17 сентября 1903 года.
«Решил поболтать с Тобой, Кисанька, и уселся писать Тебе. Кругом тишина, изредка только кто-нибудь громко выругается или ученый термин произнесет — готовятся к 1-й репетиции. Твой же покорный слуга со всем своим желанием заниматься не может. Часа 2 смотрел в книгу какой-то идиотской «Теории девиации», но из этого толку нуль. Буквы сливаются, а вместо сухих легендарных магнитных сил и тому подобной гадости в голове зарождаются картины прошлого… Но девиация не хочет лезть в голову. А я, как зачарованный, сижу у конторки, передо мной открытая книга. Но взор блуждает где-то за окном, которое ярко освящено электрическим бледно-матовым светом. Наконец, прямо можно было с ума сойти, и я решился развеяться и сесть писать…».
В ту же ночь…
Прости, Киса, если не надоел, то напишу еще.

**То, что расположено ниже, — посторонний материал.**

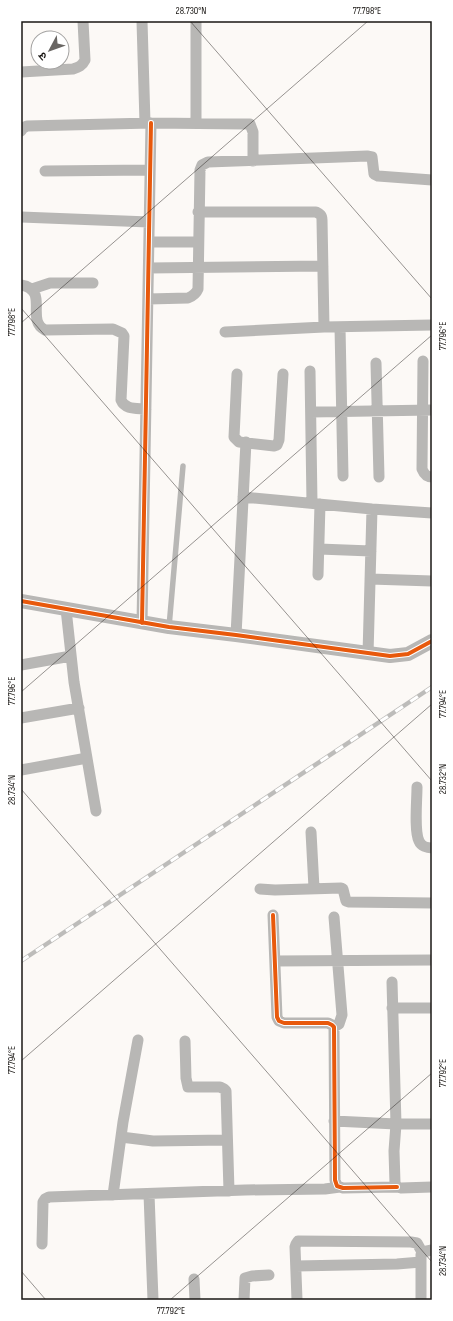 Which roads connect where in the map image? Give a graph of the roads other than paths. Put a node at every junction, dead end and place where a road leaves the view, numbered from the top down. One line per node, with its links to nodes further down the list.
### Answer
1 (83, 21): 4 (street)
2 (142, 21): 5 (street)
3 (196, 21): 6 (street)
4 (21, 72)
5 (148, 123): 6 (street); 7 (street); 9 (street)
6 (196, 123): 8 (street)
7 (21, 131)
8 (253, 161): 11 (street); 12 (street)
9 (150, 170): 10 (street); 14 (street)
10 (45, 172)
11 (432, 180)
12 (198, 212): 16 (street); 17 (street)
13 (21, 217): 14 (street)
14 (149, 222): 15 (street)
15 (149, 242): 16 (street); 18 (street)
16 (198, 242): 19 (street)
17 (323, 266): 19 (street); 25 (street)
18 (149, 268): 19 (street); 23 (street)
19 (198, 268): 23 (street)
20 (93, 283): 22 (street)
21 (21, 285): 22 (street)
22 (32, 289): 33 (street)
23 (148, 299): 33 (street)
24 (432, 325): 26 (street)
25 (324, 327): 26 (street); 27 (street)
26 (340, 327): 35 (street)
27 (225, 332)
28 (423, 361): 34 (street)
29 (376, 363): 36 (street)
30 (310, 371): 37 (street)
31 (238, 374): 38 (street)
32 (283, 374): 38 (street)
33 (146, 409): 54 (street)
34 (427, 410): 36 (street); 42 (street)
35 (341, 411): 36 (street); 37 (street); 40 (street)
36 (378, 411): 41 (street)
37 (311, 412): 44 (street)
38 (246, 442): 43 (street)
39 (183, 466): 55 (lane)
40 (343, 476)
41 (379, 477)
42 (432, 477)
43 (243, 497): 44 (street); 56 (street)
44 (316, 503): 45 (street); 47 (street)
45 (372, 509): 46 (street); 48 (street)
46 (432, 513)
47 (319, 549): 48 (street); 49 (street)
48 (371, 551): 50 (street)
49 (318, 575)
50 (370, 579): 51 (street); 58 (street)
51 (432, 581)
52 (21, 601): 53 (street)
53 (66, 609): 54 (street); 59 (street)
54 (142, 623): 55 (street)
55 (169, 627): 56 (street)
56 (236, 635): 58 (street)
57 (432, 641): 58 (street)
58 (368, 654)
59 (71, 656): 60 (street); 61 (street)
60 (21, 665)
61 (79, 708): 62 (street); 63 (street)
62 (21, 718)
63 (87, 758): 64 (street); 66 (street)
64 (21, 770)
65 (417, 788): 68 (street)
66 (96, 811)
67 (311, 832): 69 (street)
68 (432, 848)
69 (314, 888): 70 (street); 71 (street)
70 (260, 889)
71 (432, 903)
72 (273, 915): 76 (street)
73 (334, 917): 74 (street)
74 (337, 960): 75 (street); 76 (street); 80 (street)
75 (432, 960)
76 (275, 961): 80 (street)
77 (392, 982): 78 (street)
78 (392, 1008): 79 (street); 84 (street)
79 (432, 1008)
80 (334, 1027): 83 (street)
81 (138, 1040): 86 (street)
82 (185, 1041): 87 (street)
83 (334, 1121): 84 (street); 88 (street)
84 (396, 1124): 85 (street); 89 (street)
85 (432, 1124)
86 (121, 1137): 87 (street); 93 (street)
87 (227, 1140): 91 (street)
88 (340, 1187): 89 (street); 91 (street)
89 (397, 1187): 90 (street)
90 (432, 1187)
91 (229, 1190): 92 (street)
92 (149, 1194): 93 (street); 99 (street)
93 (113, 1195): 94 (street)
94 (42, 1244)
95 (425, 1255): 96 (street); 96 (street); 103 (street)
96 (296, 1266): 102 (street)
97 (269, 1275): 101 (street)
98 (194, 1279): 100 (street)
99 (153, 1300)
100 (195, 1300)
101 (244, 1300)
102 (297, 1300)
103 (421, 1300) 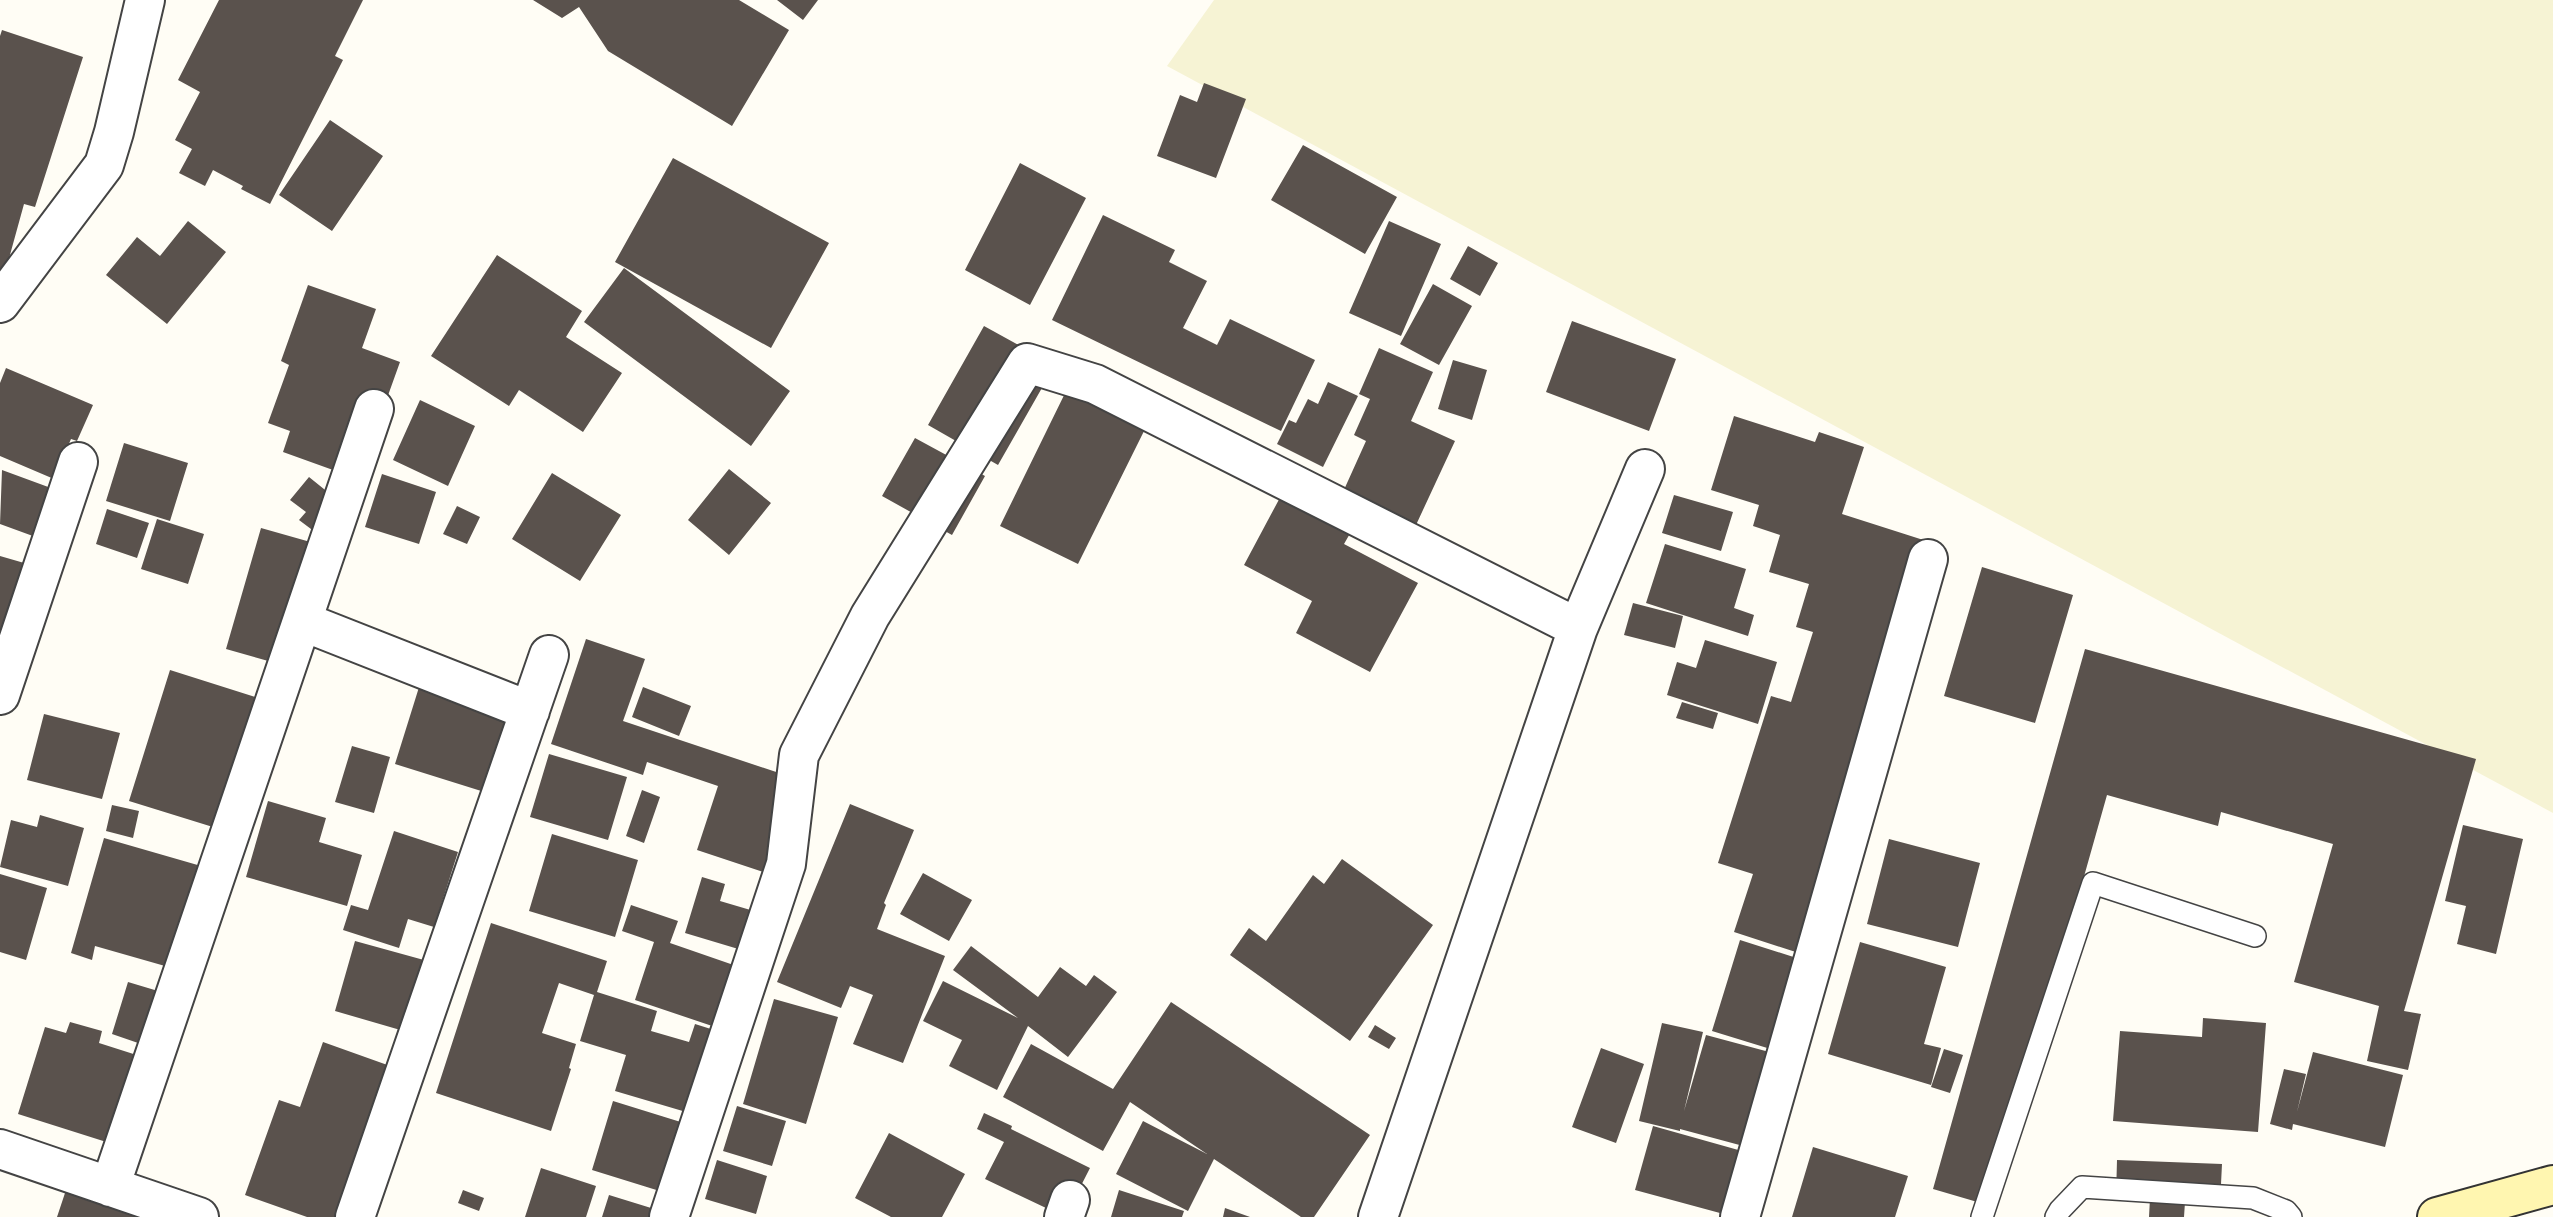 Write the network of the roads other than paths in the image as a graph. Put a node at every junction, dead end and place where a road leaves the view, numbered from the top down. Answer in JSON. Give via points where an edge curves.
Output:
{"nodes":[{"id":1,"x":145,"y":0,"type":"edge"},
{"id":2,"x":0,"y":303,"type":"edge"},
{"id":3,"x":374,"y":409,"type":"dead end"},
{"id":4,"x":78,"y":462,"type":"dead end"},
{"id":5,"x":1646,"y":469,"type":"dead end"},
{"id":6,"x":1928,"y":559,"type":"dead end"},
{"id":7,"x":304,"y":622,"type":"junction"},
{"id":8,"x":1578,"y":628,"type":"junction"},
{"id":9,"x":549,"y":655,"type":"dead end"},
{"id":10,"x":0,"y":695,"type":"edge"},
{"id":11,"x":530,"y":711,"type":"junction"},
{"id":12,"x":2255,"y":936,"type":"dead end"},
{"id":13,"x":0,"y":1149,"type":"edge"},
{"id":14,"x":2553,"y":1185,"type":"edge"},
{"id":15,"x":110,"y":1187,"type":"junction"},
{"id":16,"x":2455,"y":1214,"type":"edge"},
{"id":17,"x":200,"y":1217,"type":"edge"},
{"id":18,"x":355,"y":1217,"type":"edge"},
{"id":19,"x":669,"y":1217,"type":"edge"},
{"id":20,"x":1378,"y":1217,"type":"edge"},
{"id":21,"x":1740,"y":1217,"type":"edge"},
{"id":22,"x":1982,"y":1217,"type":"edge"},
{"id":23,"x":2056,"y":1217,"type":"edge"},
{"id":24,"x":2291,"y":1217,"type":"edge"}],
"edges":[{"from":1,"to":2,"type":"street","via":[[104,165]]},
{"from":3,"to":7,"type":"street"},
{"from":4,"to":10,"type":"street"},
{"from":5,"to":8,"type":"street"},
{"from":6,"to":21,"type":"street"},
{"from":7,"to":11,"type":"street"},
{"from":7,"to":15,"type":"street"},
{"from":8,"to":19,"type":"street","via":[[1095,384],[1027,363],[870,616],[799,755],[786,864]]},
{"from":8,"to":20,"type":"street"},
{"from":9,"to":11,"type":"street"},
{"from":11,"to":18,"type":"street"},
{"from":12,"to":22,"type":"lane","via":[[2093,883]]},
{"from":13,"to":15,"type":"street"},
{"from":14,"to":16,"type":"main road"},
{"from":15,"to":17,"type":"street"},
{"from":23,"to":24,"type":"lane","via":[[2082,1187],[2253,1198]]}]}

Сейчас поздно, но спать не хочется, занятия в голову не лезут, да все равно не пройти 200 страниц и решил написать Тебе еще что-нибудь… Вчера ночью со мной произошел преоригинальный случай, я явственно увидел Вас обеих около моей кровати: Вы держите в руках погребальные свечи и поете мне вечную память. Я решил, конечно, что умер; представь, каково было мое изумление, когда я проснулся утром жив и здрав! Удивительная чепуха во сне приснится может. Хоть я Вас обеих часто вижу во сне, но так не приходилось. Видно в скором времени будете Вы отпевать меня, провожая в бесконечный путь, в неведомые мировые пространства. Воображаю свою рожу мертвым, наверно замечательно интересная… Как идут Твои занятия по художественной части, рисуешь ли кроме черепов еще что, или только одни черепа, напиши и про это. Однако я непоследователен, хотя мысли о черепе и смерти немного гармонируют…»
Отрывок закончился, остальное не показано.